And what happens when “the budget system” (along with spending) becomes more out of control? Well, the difference between items currently taxed at 7% and those to be taxed at 1% is minimal, wouldn’t you say?
The quotation came to mind, again, when Chafee dug in on his pledge to wipe away E-Verify at the state level, doubled down with an intention to bring this campaign across state borders, and offered this non sequitur, which raises serious questions about the governor-elect’s capacity for reason:

“We have a disaster of an economy. Unemployment is one of the worst in the country. We’re way worse than our neighbors, who all have the same labor laws as us,” except for the immigration order, he said. “Obviously it’s not working.”

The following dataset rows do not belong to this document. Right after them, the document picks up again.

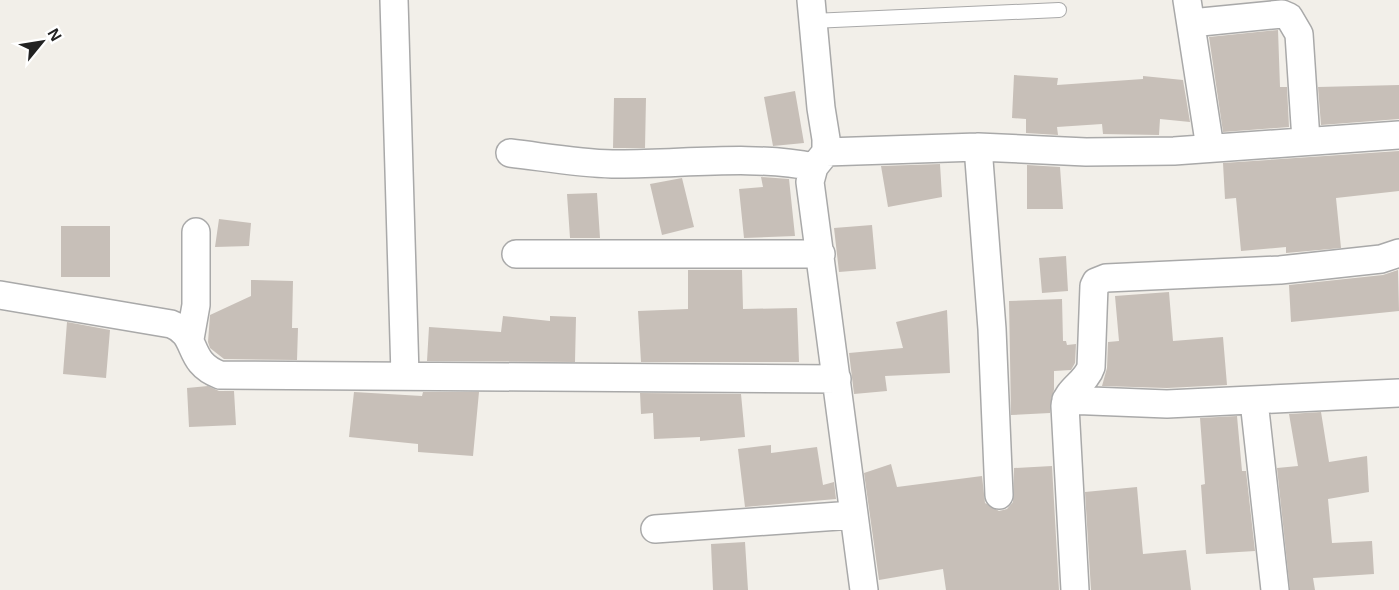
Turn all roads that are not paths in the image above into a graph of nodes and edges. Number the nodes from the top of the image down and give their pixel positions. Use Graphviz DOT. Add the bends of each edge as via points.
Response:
graph roads {
  1 [pos="394,0"];
  2 [pos="812,10"];
  3 [pos="1059,10"];
  4 [pos="1189,12"];
  5 [pos="1399,135"];
  6 [pos="1306,140"];
  7 [pos="978,147"];
  8 [pos="1210,148"];
  9 [pos="510,153"];
  10 [pos="820,159"];
  11 [pos="196,232"];
  12 [pos="1399,253"];
  13 [pos="516,254"];
  14 [pos="821,254"];
  15 [pos="0,295"];
  16 [pos="190,339"];
  17 [pos="405,375"];
  18 [pos="837,379"];
  19 [pos="1399,393"];
  20 [pos="1065,400"];
  21 [pos="1254,401"];
  22 [pos="999,495"];
  23 [pos="853,515"];
  24 [pos="655,529"];
  25 [pos="864,590"];
  26 [pos="1075,590"];
  27 [pos="1275,590"];
  1 -- 17 [label="street"];
  2 -- 3 [label="lane"];
  2 -- 10 [label="street"];
  4 -- 6 [label="street" via="1289,16 1299,34"];
  4 -- 8 [label="street"];
  5 -- 6 [label="street"];
  6 -- 8 [label="street"];
  7 -- 8 [label="street" via="1086,152"];
  7 -- 10 [label="street"];
  7 -- 22 [label="street" via="992,329"];
  9 -- 10 [label="street" via="609,164"];
  10 -- 14 [label="street" via="810,182"];
  11 -- 16 [label="street" via="196,305"];
  12 -- 20 [label="street" via="1280,270 1101,280 1094,286 1091,367 1088,376"];
  13 -- 14 [label="street"];
  14 -- 18 [label="street"];
  15 -- 16 [label="street" via="171,324 182,328"];
  16 -- 17 [label="street" via="194,355 220,375"];
  17 -- 18 [label="street"];
  18 -- 23 [label="street"];
  19 -- 21 [label="street"];
  20 -- 21 [label="street" via="1167,405"];
  20 -- 26 [label="street"];
  21 -- 27 [label="street"];
  23 -- 24 [label="street"];
  23 -- 25 [label="street"];
}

Blaming the state’s economic woes on the fact that the state government has at least minimal controls against the hiring of illegal immigrants is nonsense on its face. Can the man who is soon to be the chief executive of our state think no more clearly than that? Even the Providence Journal editors think Chafee’s way off, on this one:

The governor-elect argued that E-Verify “simply doesn’t work” and “has proved ineffective.”
That would surprise people with much greater expertise on the subject, including Janet Napolitano, the secretary of homeland security for President Obama, whom Mr. Chafee strongly supports.
“E-Verify is a smart, simple and effective tool that helps employers and businesses throughout the nation maintain a legal workforce,” Ms. Napolitano said this month, in announcing that the program is being expanded at the federal level to include U.S. passports and passport cards for employment verification. Thirteen states now mandate E-Verify and the number will grow. (See “Chafee understates use of E-Verify system,” news, Nov. 19.)

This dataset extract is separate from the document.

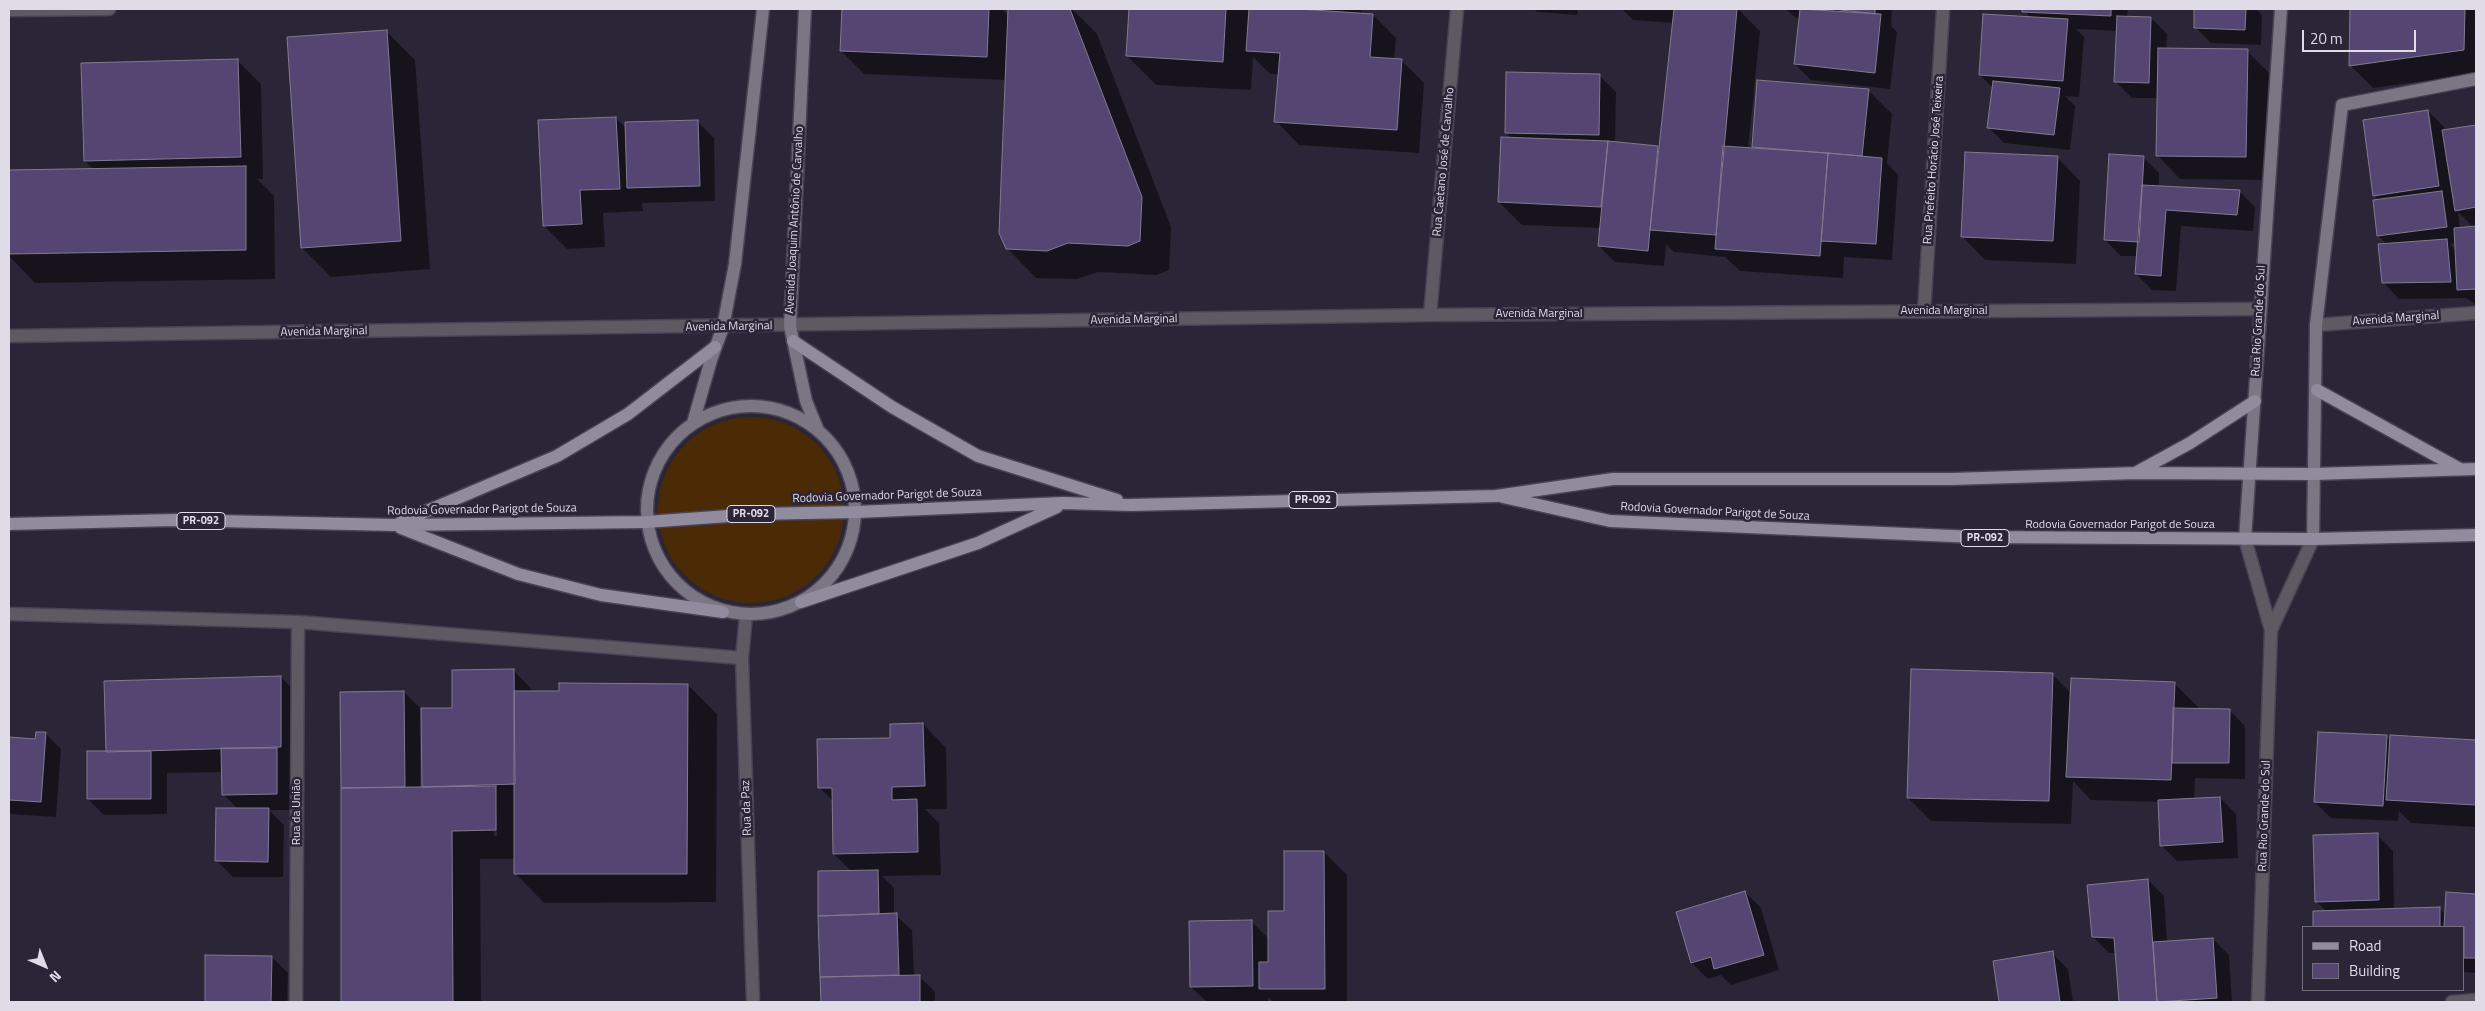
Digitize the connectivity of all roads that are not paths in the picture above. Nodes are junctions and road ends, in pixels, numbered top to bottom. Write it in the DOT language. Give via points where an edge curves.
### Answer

And even you don’t agree with Chris Plante and the National Organization of Marriage, perhaps you’ll hear echoes of Menken in the Chafee camp’s handling of Plante’s effort at least to be heard on the issue in the governor’s office:

[Dhavee spokesman Michael Trainor] also denied ever telling Plante “that the governor-elect would sit down with him.” In fact, Trainor said, his letter reflected his belief that a meeting would probably “not be productive” in light of Chafee’s “long-established position” on the issue.
But Trainor said Chafee is, in fact, open to talking with Plante one-on-one about the issue. Explaining why his own letter to Plante did not raise this possibility, Trainor said it was sent without the governor-elect’s knowledge, amid “literally hundreds of requests for meetings.”
“But now that Mr. Plante has decided to make a public issue of this, Lincoln Chafee is more than willing to have him in and to have a conversation.”

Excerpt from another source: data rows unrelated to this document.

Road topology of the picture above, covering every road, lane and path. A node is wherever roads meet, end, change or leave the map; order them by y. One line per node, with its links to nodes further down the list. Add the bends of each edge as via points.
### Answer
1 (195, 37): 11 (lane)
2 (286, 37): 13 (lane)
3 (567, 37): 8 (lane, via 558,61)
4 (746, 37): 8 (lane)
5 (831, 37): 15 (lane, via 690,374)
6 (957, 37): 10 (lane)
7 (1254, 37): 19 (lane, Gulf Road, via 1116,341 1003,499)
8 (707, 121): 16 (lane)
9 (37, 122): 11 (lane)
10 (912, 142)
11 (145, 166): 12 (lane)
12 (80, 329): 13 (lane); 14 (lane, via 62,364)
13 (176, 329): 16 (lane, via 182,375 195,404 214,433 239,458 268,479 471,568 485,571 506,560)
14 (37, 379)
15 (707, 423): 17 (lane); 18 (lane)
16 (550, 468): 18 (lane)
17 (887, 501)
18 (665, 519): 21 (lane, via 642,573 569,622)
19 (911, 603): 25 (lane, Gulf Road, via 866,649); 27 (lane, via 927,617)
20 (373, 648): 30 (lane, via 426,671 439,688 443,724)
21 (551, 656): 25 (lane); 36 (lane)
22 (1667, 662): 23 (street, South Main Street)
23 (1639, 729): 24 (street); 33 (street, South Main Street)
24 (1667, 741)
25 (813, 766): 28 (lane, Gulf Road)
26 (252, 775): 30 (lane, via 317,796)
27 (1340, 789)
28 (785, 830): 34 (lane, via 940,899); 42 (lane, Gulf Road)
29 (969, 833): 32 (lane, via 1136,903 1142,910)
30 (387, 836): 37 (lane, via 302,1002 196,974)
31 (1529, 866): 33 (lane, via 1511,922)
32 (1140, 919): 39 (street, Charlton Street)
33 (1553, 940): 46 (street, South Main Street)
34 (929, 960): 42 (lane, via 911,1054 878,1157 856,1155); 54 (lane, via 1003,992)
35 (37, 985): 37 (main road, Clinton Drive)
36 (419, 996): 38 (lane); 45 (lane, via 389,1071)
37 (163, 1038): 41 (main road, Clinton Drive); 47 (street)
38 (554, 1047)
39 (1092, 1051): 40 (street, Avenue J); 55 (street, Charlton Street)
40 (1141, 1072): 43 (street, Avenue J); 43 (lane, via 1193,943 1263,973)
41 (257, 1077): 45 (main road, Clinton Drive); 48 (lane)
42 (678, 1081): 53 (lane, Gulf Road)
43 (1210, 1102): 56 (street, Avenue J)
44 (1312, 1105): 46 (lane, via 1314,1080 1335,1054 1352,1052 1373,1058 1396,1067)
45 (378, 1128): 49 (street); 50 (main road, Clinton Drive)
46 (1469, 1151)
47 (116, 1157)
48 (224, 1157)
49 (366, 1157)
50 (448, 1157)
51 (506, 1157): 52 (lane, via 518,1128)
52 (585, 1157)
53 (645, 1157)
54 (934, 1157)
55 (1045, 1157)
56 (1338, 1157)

It’s just basic politics to make some effort to allow the opposition to feel as if it has had input, thereby defusing some of the bitterness from the debate. Governor Carcieri, for one, met with advocates for same-sex marriage even though his stand was at least as strong in the opposite direction as Chafee’s.
The frightening theme that recurs with every article concerning the soon-to-be governor of Rhode Island is that the people of the state are going to have to look to the General Assembly for balance and reason while Chafee’s in the executive seat. Those who believe that the healthiest outcome for Rhode Island would be a hastening of its demise (and therefore, its recovery) may soon get their wish.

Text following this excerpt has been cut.